The present study may be limited by the fact that integrity of the BBB was only investigated within 24 h after SAH. In the literature, increased brain water content was found in the cortex 24 to 48 h after SAH with a peak at 24 h [26, 27]. Microvascular basal lamina damage was demonstrated from 24 to 72 h after SAH [26]. In the present study, we aimed to investigate brain edema at its peak and, therefore, at 24 h. Furthermore, no time points later than 7 days after SAH were investigated, because neurological function and histopathological damage did not reveal significant differences 7 days after SAH.

Unexpectedly, MLCK protein levels were increased by ML-7 in animals and by trend in the in vitro experiments. In the endothelial cells, we were able to demonstrate that higher MLCK levels did not have an effect on pMLC levels and that ML-7 retained its effect on MLCK and pMLC. We therefore postulate that the MLCK upregulation is a compensatory regulation, which may represent regulation on protein level to reestablish higher pMLC levels. The influence of ML-7 on pMLC was determined in brain endothelial cells in vitro. We therefore cannot rule out that the in vivo regulation may be different.

In addition, MLCK is not only expressed in endothelial cells but also in various cell types (for review please see [28]) in the brain. It is also found in astrocytes [29], neurons [30], and microglia [31]. ML-7 targets MLCK in all cells and has even effects on Ca2+ currents in pericytes [32]. The effect of ML-7 is therefore not limited to endothelial cells. However, the endothelial layer is the most important barrier to seal the brain from the circulation.

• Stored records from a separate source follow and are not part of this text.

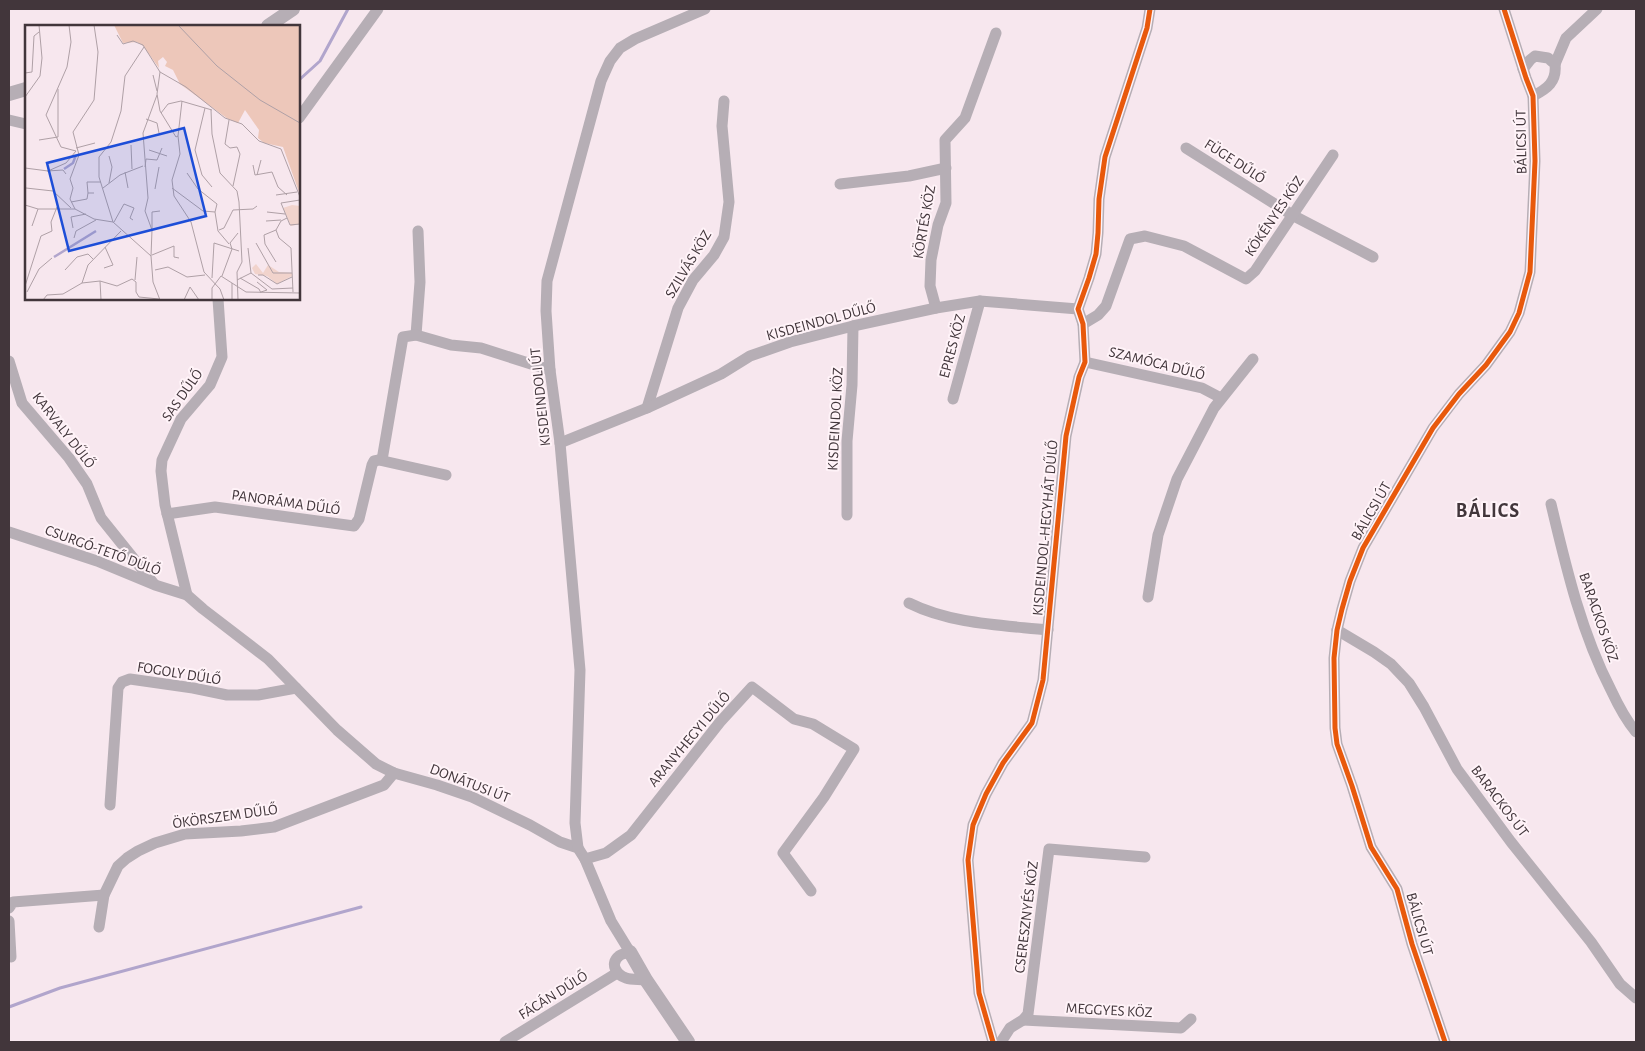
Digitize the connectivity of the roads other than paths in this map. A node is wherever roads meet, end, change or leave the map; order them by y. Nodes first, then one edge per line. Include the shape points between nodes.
1 (293, 9) edge
2 (378, 9) edge
3 (705, 9) edge
4 (1150, 9) edge
5 (1504, 9) edge
6 (1597, 9) edge
7 (269, 25) edge
8 (996, 33) dead end
9 (1555, 64) junction
10 (1523, 69) junction
11 (25, 89) edge
12 (9, 94) edge
13 (1533, 96) junction
14 (724, 101) dead end
15 (300, 117) edge
16 (9, 120) edge
17 (25, 124) edge
18 (1186, 148) dead end
19 (1333, 155) dead end
20 (946, 168) junction
21 (840, 184) dead end
22 (1294, 216) junction
23 (418, 231) dead end
24 (1373, 257) dead end
25 (218, 300) edge
26 (980, 301) junction
27 (936, 308) junction
28 (1078, 309) junction
29 (1083, 324) junction
30 (854, 326) junction
31 (416, 335) junction
32 (1253, 359) dead end
33 (9, 361) edge
34 (1085, 362) junction
35 (550, 370) junction
36 (1221, 398) junction
37 (953, 399) dead end
38 (647, 408) junction
39 (560, 443) junction
40 (382, 460) junction
41 (446, 475) dead end
42 (1551, 504) dead end
43 (167, 514) junction
44 (847, 514) dead end
45 (9, 532) edge
46 (155, 585) junction
47 (187, 595) junction
48 (1148, 597) dead end
49 (909, 603) dead end
50 (1048, 630) junction
51 (1337, 630) junction
52 (296, 688) junction
53 (1636, 732) edge
54 (394, 773) junction
55 (110, 805) dead end
56 (578, 848) junction
57 (1145, 857) dead end
58 (585, 859) junction
59 (811, 891) dead end
60 (104, 895) junction
61 (9, 908) edge
62 (9, 921) edge
63 (99, 927) dead end
64 (630, 952) junction
65 (11, 957) dead end
66 (617, 973) junction
67 (646, 980) junction
68 (1636, 998) edge
69 (1191, 1019) dead end
70 (1023, 1020) junction
71 (505, 1042) edge
72 (688, 1042) edge
73 (993, 1042) edge
74 (1001, 1042) edge
75 (1444, 1042) edge

1 - 7 street
2 - 15 street
3 - 35 street, KISDEINDOLI ÚT via 620,48 601,80 547,281
4 - 28 street via 1147,28 1105,157 1096,254
5 - 10 street, BÁLICSI ÚT
6 - 9 street, BÁLICSI ÚT via 1566,38
8 - 20 street, KÖRTÉS KÖZ via 965,118 945,140
9 - 10 street via 1548,58 1536,56
9 - 13 street, BÁLICSI ÚT via 1552,84
10 - 13 street, BÁLICSI ÚT
11 - 12 street
13 - 51 street, BÁLICSI ÚT via 1535,161 1530,272 1519,312 1510,332 1486,365 1433,428 1363,548
14 - 38 street, SZILVÁS KÖZ via 722,126 729,202 724,237 693,280 678,308
16 - 17 street
18 - 22 street, FÜGE DŰLŐ
19 - 22 street, KÖKÉNYES KÖZ
20 - 21 street
20 - 27 street, KÖRTÉS KÖZ via 946,203 931,260 930,286
22 - 24 street, FÜGE DŰLŐ
22 - 29 street, KÖKÉNYES KÖZ via 1246,279 1184,246 1146,236 1130,239 1106,306
23 - 31 street via 420,282
25 - 43 street, SAS DŰLŐ via 222,357 210,385 181,419 162,460
26 - 27 street, KISDEINDOL DŰLŐ
26 - 28 street, KISDEINDOL DŰLŐ
26 - 37 street, EPRES KÖZ
27 - 30 street, KISDEINDOL DŰLŐ
28 - 29 street, KISDEINDOL-HEGYHÁT DŰLŐ
29 - 34 street, KISDEINDOL-HEGYHÁT DŰLŐ
30 - 38 street, KISDEINDOL DŰLŐ via 750,356 721,374
30 - 44 street, KISDEINDOL KÖZ via 847,441
31 - 35 street via 451,345 481,348
31 - 40 street, PANORÁMA DŰLŐ via 403,337
32 - 36 street
33 - 46 street, KARVALY DŰLŐ via 22,403 69,458 87,484 101,518
34 - 36 street, SZAMÓCA DŰLŐ via 1202,388
34 - 50 street, KISDEINDOL-HEGYHÁT DŰLŐ via 1076,385 1066,436
35 - 39 street, KISDEINDOLI ÚT
36 - 48 street via 1176,479 1158,535
38 - 39 street, KISDEINDOL DŰLŐ
39 - 56 street, KISDEINDOLI ÚT via 580,670 575,823
40 - 41 street
40 - 43 street, PANORÁMA DŰLŐ via 374,461 372,465 359,519 354,526 215,507
42 - 53 street, BARACKOS KÖZ via 1570,584 1599,666 1627,722
43 - 47 street, SAS DŰLŐ
45 - 46 street, CSURGÓ-TETŐ DŰLŐ via 98,560
46 - 47 street, CSURGÓ-TETŐ DŰLŐ
47 - 52 street, DONÁTUSI ÚT via 268,659
49 - 50 street via 943,616
50 - 73 street, KISDEINDOL-HEGYHÁT DŰLŐ via 1043,680 1032,723 1003,762 986,794 973,825 968,860 979,993
51 - 68 street, BARACKOS ÚT via 1391,664 1410,683 1457,769 1620,984
51 - 75 street, BÁLICSI ÚT via 1334,728 1337,744 1371,847 1397,889
52 - 54 street, DONÁTUSI ÚT via 358,750
52 - 55 street, FOGOLY DŰLŐ via 258,695 227,695 141,680 122,682 118,688
54 - 56 street, DONÁTUSI ÚT via 472,797
54 - 60 street, ÖKÖRSZEM DŰLŐ via 384,785 274,827 185,834 155,843 118,866
56 - 58 street
57 - 70 street, CSERESZNYÉS KÖZ via 1049,849 1031,997 1028,1014
58 - 59 street, ARANYHEGYI DŰLŐ via 606,853 632,835 720,722 752,687 794,719 813,724 854,749 783,853
58 - 64 street via 611,921
60 - 61 street via 13,902
60 - 63 street, ÖKÖRSZEM DŰLŐ
62 - 65 street
64 - 66 street via 619,955 615,960
64 - 67 street
66 - 67 street via 626,978
66 - 71 street, FÁCÁN DŰLŐ
67 - 72 street
69 - 70 street, MEGGYES KÖZ via 1180,1028
70 - 74 street, CSERESZNYÉS KÖZ via 1010,1028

In summary, the present study indicates that the endothelial cell cytoskeleton plays a critical role in barrier function and integrity of the BBB. By selectively inhibiting MLCK with ML-7, we have demonstrated that the endothelial cytoskeleton contributes to increased permeability of the BBB after SAH and vasogenic edema formation. The present data therefore provide convincing evidence of the interplay between endothelial dysfunction with tightness of the neurovascular unit. Accordingly, MLCK may serve as a promising target for the treatment of vasogenic brain edema after SAH.